На середине зала стоял черный блестящий рояль; его крышка была исковеркана ударами топора, отлетел кусок полированной доски, и обнажились струны. Федя осторожно тронул клавиши, и рояль ответил ему стоном, будто жаловался на то, что с ним так жестоко и так несправедливо обошлись. И у Феди дрогнуло сердце, рояль показался ему живым существом. И вообще Федя почувствовал себя вдруг во власти этого прекрасного, сказочного дома; зачарованно бродил он по комнатам, маленьким залам, у него рябило в глазах от картин на стенах, от мраморных статуэток в спальнях с шикарными кроватями, он был подавлен великолепием и роскошью, которые окружали его, и никак не мог понять - это не укладывалось в его сознании, -как в таком волшебном доме могли жить злые, жестокие люди.
Дом был пуст, все говорило, что его обитатели бежали поспешно, не успев подумать, что взять с собой. Да, они очень торопились. В одной спальне, где все было светлое, белое, чистое, на столике лежала раскрытая книга с непонятными нерусскими буквами, и тут же валялась дамская замшевая перчатка, и от нее тонко пахло духами. В другой комнате были разбросаны вещи: мужские рубашки, галстуки, какие-то щетки и пузырьки, валялся пестрый халат с засаленными краями; и пахло тут одурманивающе тяжело.

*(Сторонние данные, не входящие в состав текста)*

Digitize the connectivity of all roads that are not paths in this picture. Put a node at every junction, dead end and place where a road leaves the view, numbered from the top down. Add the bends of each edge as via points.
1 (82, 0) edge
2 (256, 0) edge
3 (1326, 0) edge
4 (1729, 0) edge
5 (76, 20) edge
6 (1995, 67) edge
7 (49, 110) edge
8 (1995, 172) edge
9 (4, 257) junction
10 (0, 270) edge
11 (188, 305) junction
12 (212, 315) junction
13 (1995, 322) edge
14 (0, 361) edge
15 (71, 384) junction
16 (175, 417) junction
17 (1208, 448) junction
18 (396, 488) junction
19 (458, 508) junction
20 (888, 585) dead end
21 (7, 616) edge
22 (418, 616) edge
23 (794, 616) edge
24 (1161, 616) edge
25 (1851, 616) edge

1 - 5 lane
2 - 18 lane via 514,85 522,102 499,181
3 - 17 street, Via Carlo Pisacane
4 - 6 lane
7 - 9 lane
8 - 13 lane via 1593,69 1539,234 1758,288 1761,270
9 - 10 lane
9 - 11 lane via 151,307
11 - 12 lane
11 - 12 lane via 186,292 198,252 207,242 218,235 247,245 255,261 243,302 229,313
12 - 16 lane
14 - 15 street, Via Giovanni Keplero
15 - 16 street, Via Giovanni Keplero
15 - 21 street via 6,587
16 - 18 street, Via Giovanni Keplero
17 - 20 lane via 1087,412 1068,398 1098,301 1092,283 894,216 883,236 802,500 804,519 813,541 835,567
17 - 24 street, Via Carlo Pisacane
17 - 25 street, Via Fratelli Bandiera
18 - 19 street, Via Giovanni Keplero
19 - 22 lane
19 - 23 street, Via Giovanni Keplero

- Дмитрий Иваныч! - Из дальнего угла коридора прилетел голос наборщика Яши Тюрина. - Еще одна дверь заперта. И там, за ей, вроде кто-то стонет.
Вместе со всеми побежал на голос Яши и Федя. Рабочие столпились у двери, обитой железом, с золоченой ручкой.
- Тише! - крикнул Яша, и Федя увидел, как бледно и испуганно его лицо с черной прядкой волос, упавшей на потный лоб.
Стало тихо, и за дверью явственно послышался шорох, потом вроде вздохнул кто-то.
- А ну, ребята! - приказал дядя Петя. - Навалимся!
НАЧАЛО ДРУЖБЫ
Дверь долго не поддавалась, скрипела, визжали петли, от ударов сыпалась штукатурка. Наконец хряснул замок, дверь не спеша открылась. И тут же возглас изумления вырвался у всех - в углу низкой комнаты с единственным узким окошком под потолком лежал молодой бурый медведь с маленьким серебряным кольцом в носу. От металлического ошейника шла цепь, прикрепленная к вделанному в стену крюку. Медведь поднялся, мотнул головой и прорычал тихо и так жалобно, что у Феди что-то задрожало внутри.
- Сволочи, - сказал Яша. - Драпанули, а зверя с голоду помирать бросили.
- Точно! Совсем, видать, отощал.
- Ишь, бедняга. Как бока у него ввалились!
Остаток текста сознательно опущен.